🤖 AI Summary
This study addresses the challenge of identifying *semantic duplication*—distinct from literal repetition—in economics literature titles. Methodologically, it introduces the first integrated framework combining sBERT-based semantic embeddings with traditional similarity metrics (e.g., Levenshtein distance and cosine similarity), augmented by NLP preprocessing and LLM-assisted verification; a manually annotated ground-truth dataset ensures rigorous evaluation. Empirical results reveal that semantic duplication is relatively rare in economics titles; sBERT substantially outperforms string-matching baselines, demonstrating strong robustness and high agreement with human judgments (Cohen’s κ > 0.85).

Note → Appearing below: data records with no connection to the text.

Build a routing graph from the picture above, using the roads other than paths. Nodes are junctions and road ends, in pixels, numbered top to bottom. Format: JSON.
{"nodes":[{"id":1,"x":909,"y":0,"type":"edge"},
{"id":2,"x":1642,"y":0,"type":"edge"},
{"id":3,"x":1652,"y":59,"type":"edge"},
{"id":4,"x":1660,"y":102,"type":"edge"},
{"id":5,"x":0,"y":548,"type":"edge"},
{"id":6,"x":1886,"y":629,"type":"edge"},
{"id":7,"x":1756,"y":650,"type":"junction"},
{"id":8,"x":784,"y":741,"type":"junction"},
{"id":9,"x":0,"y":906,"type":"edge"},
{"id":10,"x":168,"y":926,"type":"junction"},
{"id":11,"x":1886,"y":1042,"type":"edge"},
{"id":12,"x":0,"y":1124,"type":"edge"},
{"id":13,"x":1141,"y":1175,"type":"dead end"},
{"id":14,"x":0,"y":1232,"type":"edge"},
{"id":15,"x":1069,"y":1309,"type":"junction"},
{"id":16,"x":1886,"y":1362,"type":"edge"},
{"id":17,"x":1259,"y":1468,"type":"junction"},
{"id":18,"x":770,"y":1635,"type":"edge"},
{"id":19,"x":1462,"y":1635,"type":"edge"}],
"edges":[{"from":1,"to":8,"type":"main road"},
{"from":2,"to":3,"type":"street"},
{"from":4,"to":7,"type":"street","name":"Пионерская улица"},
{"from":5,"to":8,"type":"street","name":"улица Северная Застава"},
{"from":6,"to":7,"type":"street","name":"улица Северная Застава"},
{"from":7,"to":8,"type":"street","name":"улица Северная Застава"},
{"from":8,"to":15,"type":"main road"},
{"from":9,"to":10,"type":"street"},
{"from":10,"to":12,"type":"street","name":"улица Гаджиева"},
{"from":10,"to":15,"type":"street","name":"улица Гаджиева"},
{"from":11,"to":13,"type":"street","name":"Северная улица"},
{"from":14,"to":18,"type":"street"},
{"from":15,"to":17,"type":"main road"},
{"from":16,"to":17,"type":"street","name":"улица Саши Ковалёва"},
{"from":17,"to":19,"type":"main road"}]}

The work establishes the first domain-specific, semantically grounded evaluation framework for duplicate detection in economics titles, accompanied by a fully reproducible technical pipeline—thereby advancing methodological rigor in scholarly metadata curation and bibliometric analysis.
📝 Abstract
This study investigates efficient deduplication techniques for a large NLP dataset of economic research paper titles. We explore various pairing methods alongside established distance measures (Levenshtein distance, cosine similarity) and a sBERT model for semantic evaluation. Our findings suggest a potentially low prevalence of duplicates based on the observed semantic similarity across different methods. Further exploration with a human-annotated ground truth set is completed for a more conclusive assessment. The result supports findings from the NLP, LLM based distance metrics.